[Matiz] - Niewielkie ubytki płynu chłodniczego.
-
Witam!
Mam pewien problem. Po zakupie Matiza, w zbiorniczku wyrównawczym było płynu do ok. minimum. Jakiś miesiąc, może dwa miesiące temu dolałem tyle, że było trochę poniżej max. Dziś sprawdzam, a tam płyn znów poniżej minimum. Dolałem 250ml (do max).
Auto terenu nie znaczy, na biało nie dymi, nic się z pracą silnika nie dzieje, wszystko suche (w środku auta też) a jednak płynu ubywa.
Jak myślicie, co może być jeszcze przyczyną? -
Jakaś nieszczelność układu - może płyn delikatnie uciekać i odparowywać na gorącym silniku. Obstawiam, że może być nieszczelność w klasycznym miejscu w Matizie, tj. na kolektorze ssącym (przy głowicy) - w miejscu zaślepionego kanału (kolektor robi za zaślepkę) plastik z czasem dosłownie gnije i pojawia się coraz większy wyciek.
Ewentualnie wariant numer dwa - może bardzo delikatnie podciekać nagrzewnica - wtedy też teoretycznie wykładzina jest sucha, ale namakają pomalutku wygłuszenia.
-
Właśnie myślałem o tym miejscu na kolektorze, ale nie widziałem tam żadnego wycieku. Nagrzewnicę jeszcze sprawdzę dokładnie .
-
A zbiorniczek wokół korka masz czysty? Czasem (w sumie nawet dość często...) w korkach zatykają się zaworki regulujące ciśnienie i potrafi wyrzucić płyn korkiem (wtedy płyn wylewa się jakby spod korka - ma on jakby podwójne dno i dwa zaworki przepuszczające powietrze).

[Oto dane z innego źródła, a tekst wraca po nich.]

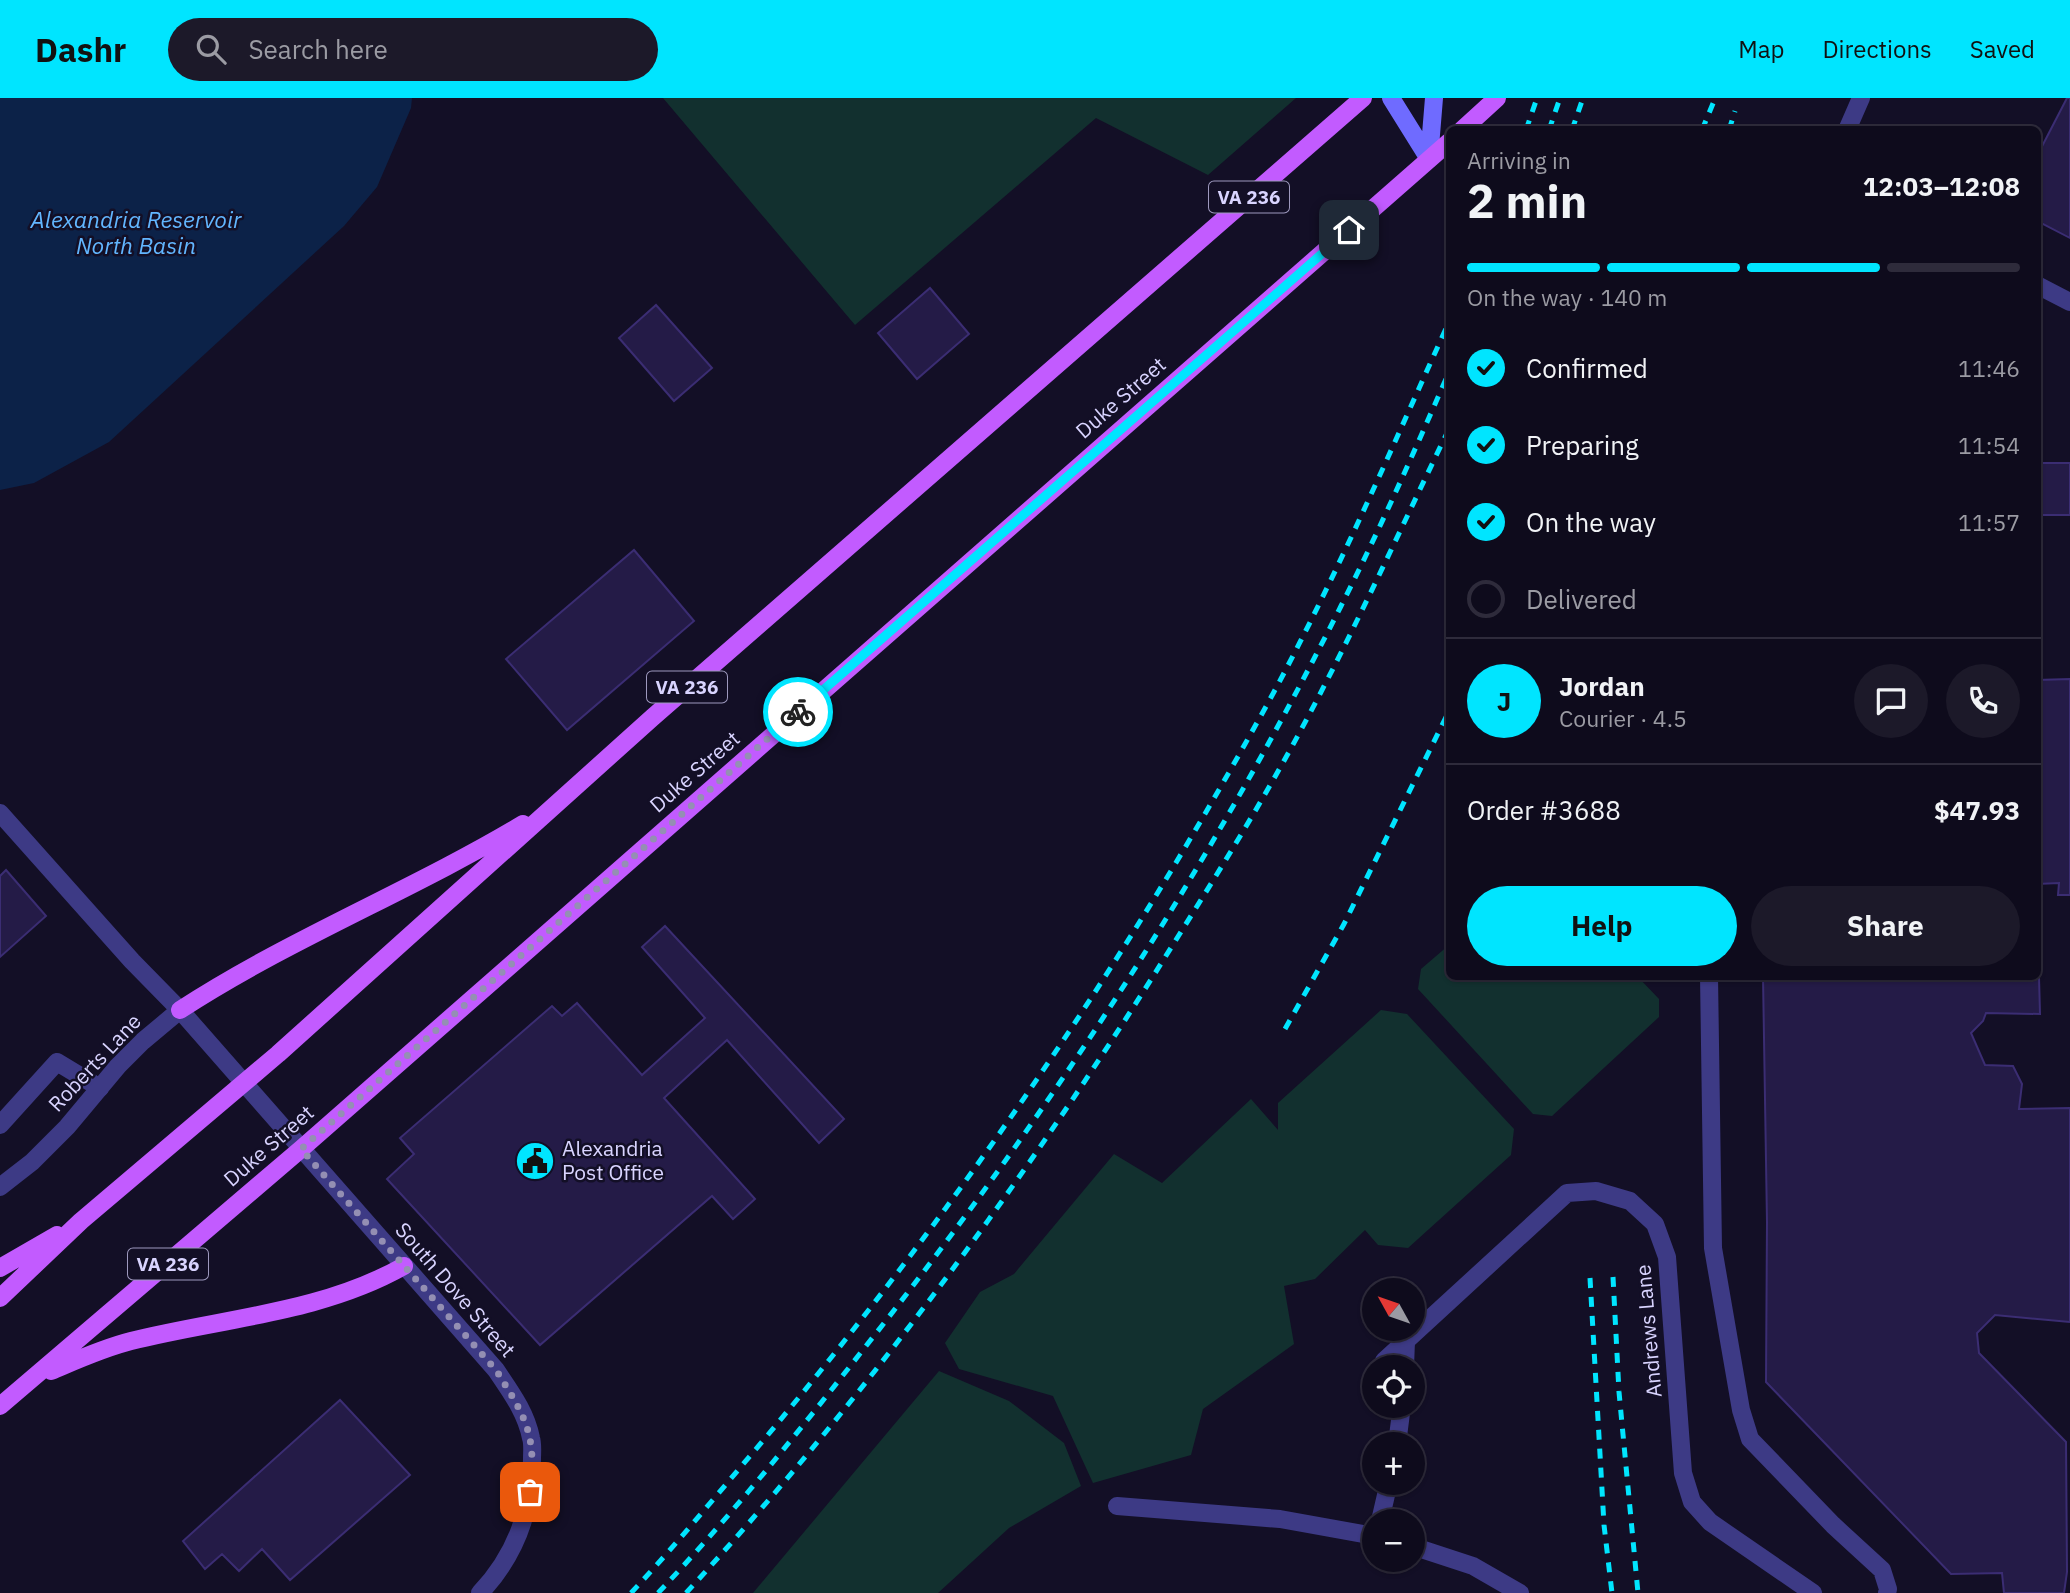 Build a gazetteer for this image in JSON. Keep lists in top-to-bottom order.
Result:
{
  "streets": {
    "main road": ["VA 236", "Duke Street"],
    "street": ["Roberts Lane", "South Dove Street", "Andrews Lane"]
  },
  "crossings": [
    ["Duke Street", "South Dove Street"]
  ],
  "water": ["Alexandria Reservoir North Basin"],
  "places": {
    "public building": ["Alexandria Post Office"]
  },
  "north": "top left",
  "page": {
    "header": "Dashr",
    "search": "Search here",
    "nav": ["Map", "Directions", "Saved"],
    "heading": ["2 min", "Arriving in", "12:03–12:08"],
    "panel": [
      "Jordan",
      "Courier · 4.5",
      "Order #3688",
      "$47.93"
    ],
    "bar": "On the way · 140 m",
    "list": [
      ["Confirmed", "11:46"],
      ["Preparing", "11:54"],
      ["On the way", "11:57"],
      "Delivered"
    ],
    "round": "J",
    "buttons": ["Help", "Share"],
    "map_buttons": ["+", "−"]
  }
}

Lekarstwem na to jest po prostu wymiana korka na nowy (dobrze sprawdź - miałem kiedyś przy wymianie taki problem, że dopiero trzeci korek był sprawny - mimo, że były to części oryginalne DU).
-
Nie widziałem tam nigdzie śladów płynu . Ale wytrę tam wszystko dokładnie i sprawdzę dla pewności. Dzięki za trop .
Aha, jeszcze zapomniałem napisać. Jak auto trochę pochodzi i się zagrzeje, to przy odkręcaniu korka słychać syczenie. Może to świadczyć o jego uszkodzeniu?
-
Raczej nie. Układ ten, gdy chłodziwo zaczyna krążyć, pracuje pod wyższym ciśnieniem niż atmosferyczne - takie rozwiązanie podwyższa o parę stopni temperaturę wrzenia płynu. Tak więc syczenie to normalny efekt, po prostu ucieka nadciśnienie.
-
A czy szyby od środka nie parują i nie czujesz takiego słodkawego zapachu w środku?
-
Hmm, w sumie przy takich temperaturach jak ostatnio (okolice 0°C), przy 3 osobach w aucie, parowały. Jak dałem nawiew na przednią szybę, to boczne parowały, jak na boczne dmuchałem, to przednia parowała. Ale myślałem, że to wina obecności tylu osób w aucie.
Co do zapachu. Jakoś nie zwróciłem na niego uwagi. Od kupna auta jest taki sam i na nic niepokojącego nie wskazywał. Ale teraz zwrócę na niego uwagę .Dzięki za zainteresowanie!
-
Zagrzej auto (podczas jazdy) i na pracującym silniku obejrzyj chłodnicę (kiedy wentylator nie pracuje) czy nie robi się gdzieś obłoczek pary (teraz zimą będzie lepiej widać - można też poświecić latarką jak jest za ciemno).
Możliwe, że chłodnica się rozszczelniła (minimalnie) i jak jest gorąca to płyn odparowuje. Przy dużym rozszczelnieniu powinien być też wyczuwalny zapach płynu chłodniczego.
Ewentualnie oczyść z osadów i wytrzyj węże chłodnicy, króćce tych węży oraz możliwie jak się da to chłodnicę i po pewnym czasie dokładnie obejrzyj te miejsca. Płyn odparowując musi zostawić jakiś osad. -
Więc sprawa ma się tak:
- Nigdzie nie znalazłem żadnego wycieku. W garażu/na parkingu zawsze sucho pod autem, nie widziałem żeby się gdzieś lało, zarówno jak auto postało całą noc w garażu jak i w trakcie pracy silnika.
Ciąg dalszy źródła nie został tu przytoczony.